▶ WHAT IS NEEDED: Pull every line from the records that has the word "above" in it.

--- TASK INPUTS ---

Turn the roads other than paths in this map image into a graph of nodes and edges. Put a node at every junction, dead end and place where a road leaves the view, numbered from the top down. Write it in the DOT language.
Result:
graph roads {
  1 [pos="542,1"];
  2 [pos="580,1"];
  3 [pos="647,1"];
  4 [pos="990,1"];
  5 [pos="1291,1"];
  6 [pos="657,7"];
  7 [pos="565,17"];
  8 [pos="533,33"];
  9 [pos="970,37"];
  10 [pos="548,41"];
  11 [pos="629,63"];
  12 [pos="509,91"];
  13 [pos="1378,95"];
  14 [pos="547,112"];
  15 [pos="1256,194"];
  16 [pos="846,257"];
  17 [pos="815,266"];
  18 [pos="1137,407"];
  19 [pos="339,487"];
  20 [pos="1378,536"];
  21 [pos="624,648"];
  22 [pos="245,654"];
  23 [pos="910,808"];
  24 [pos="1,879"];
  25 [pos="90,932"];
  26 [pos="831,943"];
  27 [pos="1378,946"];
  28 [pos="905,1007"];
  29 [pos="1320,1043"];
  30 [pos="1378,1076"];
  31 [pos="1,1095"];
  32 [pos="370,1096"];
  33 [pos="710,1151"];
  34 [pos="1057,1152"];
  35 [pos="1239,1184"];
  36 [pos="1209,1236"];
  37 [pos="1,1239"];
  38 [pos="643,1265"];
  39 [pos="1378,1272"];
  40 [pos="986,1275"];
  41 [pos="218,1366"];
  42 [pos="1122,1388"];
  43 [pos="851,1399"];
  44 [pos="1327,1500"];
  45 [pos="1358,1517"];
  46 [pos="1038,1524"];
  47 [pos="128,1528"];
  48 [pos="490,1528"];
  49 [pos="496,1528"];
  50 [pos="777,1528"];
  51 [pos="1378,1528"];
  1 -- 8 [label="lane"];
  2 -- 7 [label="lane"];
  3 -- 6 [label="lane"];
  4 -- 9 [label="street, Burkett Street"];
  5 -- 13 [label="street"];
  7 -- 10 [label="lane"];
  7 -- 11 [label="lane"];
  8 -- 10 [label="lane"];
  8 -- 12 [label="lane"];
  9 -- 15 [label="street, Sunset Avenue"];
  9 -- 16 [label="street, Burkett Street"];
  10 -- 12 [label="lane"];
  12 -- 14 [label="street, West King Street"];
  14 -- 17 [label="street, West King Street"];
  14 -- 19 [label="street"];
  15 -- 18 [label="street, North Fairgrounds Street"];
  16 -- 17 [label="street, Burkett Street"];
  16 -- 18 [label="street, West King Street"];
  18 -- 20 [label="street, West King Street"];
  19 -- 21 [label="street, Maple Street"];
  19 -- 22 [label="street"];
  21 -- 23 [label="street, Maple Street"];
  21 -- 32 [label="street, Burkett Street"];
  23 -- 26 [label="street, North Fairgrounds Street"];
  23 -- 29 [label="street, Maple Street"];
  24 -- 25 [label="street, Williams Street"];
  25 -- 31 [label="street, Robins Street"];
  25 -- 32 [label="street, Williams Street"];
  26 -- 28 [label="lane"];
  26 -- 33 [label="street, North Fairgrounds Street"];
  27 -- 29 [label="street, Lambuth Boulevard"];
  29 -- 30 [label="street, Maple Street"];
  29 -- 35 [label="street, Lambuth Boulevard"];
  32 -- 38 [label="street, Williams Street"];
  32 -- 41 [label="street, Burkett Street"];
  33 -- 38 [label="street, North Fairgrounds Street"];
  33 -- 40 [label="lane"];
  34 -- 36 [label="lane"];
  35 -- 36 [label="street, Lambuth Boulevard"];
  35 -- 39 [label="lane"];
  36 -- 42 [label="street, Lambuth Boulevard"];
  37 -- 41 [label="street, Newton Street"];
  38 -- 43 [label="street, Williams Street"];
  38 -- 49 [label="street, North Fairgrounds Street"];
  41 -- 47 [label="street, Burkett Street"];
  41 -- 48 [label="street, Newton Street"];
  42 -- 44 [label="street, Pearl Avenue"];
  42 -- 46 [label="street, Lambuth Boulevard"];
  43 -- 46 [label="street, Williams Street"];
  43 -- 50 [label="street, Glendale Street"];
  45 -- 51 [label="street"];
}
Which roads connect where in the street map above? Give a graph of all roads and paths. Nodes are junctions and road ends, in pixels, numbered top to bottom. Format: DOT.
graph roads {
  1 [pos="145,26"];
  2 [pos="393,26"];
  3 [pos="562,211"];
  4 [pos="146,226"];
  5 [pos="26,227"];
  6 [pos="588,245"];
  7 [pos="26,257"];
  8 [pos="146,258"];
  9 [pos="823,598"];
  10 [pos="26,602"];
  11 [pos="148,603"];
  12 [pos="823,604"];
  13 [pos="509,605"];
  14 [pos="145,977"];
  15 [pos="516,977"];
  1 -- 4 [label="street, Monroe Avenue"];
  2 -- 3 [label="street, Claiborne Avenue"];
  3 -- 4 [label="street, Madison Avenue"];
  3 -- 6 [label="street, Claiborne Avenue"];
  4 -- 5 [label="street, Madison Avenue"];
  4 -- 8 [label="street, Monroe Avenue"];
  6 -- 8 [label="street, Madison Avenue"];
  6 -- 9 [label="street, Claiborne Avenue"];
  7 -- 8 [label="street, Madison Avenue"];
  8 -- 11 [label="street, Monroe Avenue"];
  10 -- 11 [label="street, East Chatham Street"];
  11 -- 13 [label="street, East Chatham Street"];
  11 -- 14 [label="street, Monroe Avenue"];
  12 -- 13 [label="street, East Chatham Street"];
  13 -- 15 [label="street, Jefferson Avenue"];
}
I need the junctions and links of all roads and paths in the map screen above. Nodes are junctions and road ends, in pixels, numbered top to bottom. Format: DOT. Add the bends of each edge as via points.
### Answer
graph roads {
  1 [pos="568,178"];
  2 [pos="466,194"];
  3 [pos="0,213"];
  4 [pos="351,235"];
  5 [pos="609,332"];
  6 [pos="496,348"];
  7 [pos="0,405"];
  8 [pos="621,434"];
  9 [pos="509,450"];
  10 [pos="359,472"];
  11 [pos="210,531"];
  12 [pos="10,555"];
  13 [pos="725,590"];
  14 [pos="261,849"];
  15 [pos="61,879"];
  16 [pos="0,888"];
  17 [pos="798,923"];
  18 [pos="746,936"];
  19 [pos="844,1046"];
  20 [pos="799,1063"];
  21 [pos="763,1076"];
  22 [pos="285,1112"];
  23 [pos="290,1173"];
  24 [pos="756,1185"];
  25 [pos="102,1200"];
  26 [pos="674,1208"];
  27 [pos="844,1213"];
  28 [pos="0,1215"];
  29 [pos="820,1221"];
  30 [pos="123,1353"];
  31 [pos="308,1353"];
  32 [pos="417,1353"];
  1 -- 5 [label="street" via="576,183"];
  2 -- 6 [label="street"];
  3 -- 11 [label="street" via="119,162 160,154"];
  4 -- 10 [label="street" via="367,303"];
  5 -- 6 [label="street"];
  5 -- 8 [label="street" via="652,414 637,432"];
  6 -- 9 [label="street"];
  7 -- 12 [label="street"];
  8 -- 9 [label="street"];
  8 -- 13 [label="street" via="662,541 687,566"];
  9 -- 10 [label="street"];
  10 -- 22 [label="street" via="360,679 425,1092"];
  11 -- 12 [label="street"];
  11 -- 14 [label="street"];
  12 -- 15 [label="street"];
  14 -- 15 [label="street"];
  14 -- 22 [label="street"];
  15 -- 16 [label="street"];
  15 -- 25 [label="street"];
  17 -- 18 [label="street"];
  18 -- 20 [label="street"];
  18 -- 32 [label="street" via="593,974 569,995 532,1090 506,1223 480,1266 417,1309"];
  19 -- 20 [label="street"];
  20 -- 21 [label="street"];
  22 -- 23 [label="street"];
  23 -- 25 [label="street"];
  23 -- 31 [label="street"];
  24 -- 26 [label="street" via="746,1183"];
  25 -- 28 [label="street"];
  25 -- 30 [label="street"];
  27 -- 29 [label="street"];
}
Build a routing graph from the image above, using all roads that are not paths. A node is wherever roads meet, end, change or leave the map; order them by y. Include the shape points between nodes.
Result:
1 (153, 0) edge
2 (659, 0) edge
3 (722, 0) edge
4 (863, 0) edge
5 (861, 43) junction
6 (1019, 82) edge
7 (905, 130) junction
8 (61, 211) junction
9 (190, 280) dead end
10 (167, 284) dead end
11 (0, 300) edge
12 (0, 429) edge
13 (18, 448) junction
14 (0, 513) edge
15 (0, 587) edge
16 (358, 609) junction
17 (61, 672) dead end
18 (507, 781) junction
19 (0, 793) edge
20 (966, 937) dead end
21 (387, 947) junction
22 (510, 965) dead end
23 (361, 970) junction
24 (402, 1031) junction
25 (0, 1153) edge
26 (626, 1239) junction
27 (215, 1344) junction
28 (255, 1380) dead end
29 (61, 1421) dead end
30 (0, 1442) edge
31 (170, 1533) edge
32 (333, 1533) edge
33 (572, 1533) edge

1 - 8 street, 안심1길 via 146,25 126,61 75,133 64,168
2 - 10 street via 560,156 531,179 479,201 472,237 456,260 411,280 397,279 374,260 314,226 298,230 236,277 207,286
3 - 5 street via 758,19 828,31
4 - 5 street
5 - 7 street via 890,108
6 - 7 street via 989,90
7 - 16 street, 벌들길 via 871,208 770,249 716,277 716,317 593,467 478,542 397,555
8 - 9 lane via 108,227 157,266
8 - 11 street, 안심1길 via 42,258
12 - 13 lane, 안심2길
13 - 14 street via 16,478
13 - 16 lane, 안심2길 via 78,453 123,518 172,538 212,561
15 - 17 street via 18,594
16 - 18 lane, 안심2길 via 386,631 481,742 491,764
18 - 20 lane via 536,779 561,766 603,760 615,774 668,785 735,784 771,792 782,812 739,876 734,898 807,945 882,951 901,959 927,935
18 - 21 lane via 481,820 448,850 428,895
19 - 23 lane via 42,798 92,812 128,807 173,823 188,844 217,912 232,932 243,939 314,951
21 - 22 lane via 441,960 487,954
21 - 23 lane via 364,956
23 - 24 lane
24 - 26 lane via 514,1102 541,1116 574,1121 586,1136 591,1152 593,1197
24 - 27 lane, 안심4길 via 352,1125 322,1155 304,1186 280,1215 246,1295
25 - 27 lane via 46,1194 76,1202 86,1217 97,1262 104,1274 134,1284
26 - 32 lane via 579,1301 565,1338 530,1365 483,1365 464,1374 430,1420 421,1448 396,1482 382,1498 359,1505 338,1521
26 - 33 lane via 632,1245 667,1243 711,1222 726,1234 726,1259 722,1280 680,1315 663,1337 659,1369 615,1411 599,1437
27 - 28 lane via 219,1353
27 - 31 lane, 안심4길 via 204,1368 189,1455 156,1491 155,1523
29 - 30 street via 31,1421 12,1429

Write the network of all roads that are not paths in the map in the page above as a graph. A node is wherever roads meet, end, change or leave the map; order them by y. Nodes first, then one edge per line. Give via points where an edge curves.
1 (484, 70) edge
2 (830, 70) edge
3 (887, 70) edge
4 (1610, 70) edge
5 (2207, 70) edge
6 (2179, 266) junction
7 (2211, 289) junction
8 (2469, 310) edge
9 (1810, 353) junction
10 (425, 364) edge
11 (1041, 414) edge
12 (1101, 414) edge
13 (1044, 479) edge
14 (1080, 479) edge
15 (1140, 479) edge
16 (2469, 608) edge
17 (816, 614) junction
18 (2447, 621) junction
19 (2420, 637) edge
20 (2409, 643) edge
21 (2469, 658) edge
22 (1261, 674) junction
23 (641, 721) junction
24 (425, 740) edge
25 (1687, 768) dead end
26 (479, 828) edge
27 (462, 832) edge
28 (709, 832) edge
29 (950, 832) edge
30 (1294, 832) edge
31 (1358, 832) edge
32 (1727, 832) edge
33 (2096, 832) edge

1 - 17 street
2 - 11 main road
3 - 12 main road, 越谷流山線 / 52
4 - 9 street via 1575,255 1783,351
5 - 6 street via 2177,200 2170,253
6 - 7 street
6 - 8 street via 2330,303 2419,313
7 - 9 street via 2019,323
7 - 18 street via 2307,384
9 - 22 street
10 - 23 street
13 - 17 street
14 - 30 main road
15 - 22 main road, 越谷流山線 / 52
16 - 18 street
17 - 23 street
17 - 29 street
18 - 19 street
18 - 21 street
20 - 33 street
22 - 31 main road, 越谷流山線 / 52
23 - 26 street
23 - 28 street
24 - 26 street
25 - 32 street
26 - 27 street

---

▶ RESULT OF THIS TASK:
Which roads connect where in the street map above? Give a graph of all roads and paths. Nodes are junctions and road ends, in pixels, numbered top to bottom. Format: DOT.
I need the junctions and links of all roads and paths in the map screen above. Nodes are junctions and road ends, in pixels, numbered top to bottom. Format: DOT. Add the bends of each edge as via points.
Build a routing graph from the image above, using all roads that are not paths. A node is wherever roads meet, end, change or leave the map; order them by y. Include the shape points between nodes.
Write the network of all roads that are not paths in the map in the page above as a graph. A node is wherever roads meet, end, change or leave the map; order them by y. Nodes first, then one edge per line. Give via points where an edge curves.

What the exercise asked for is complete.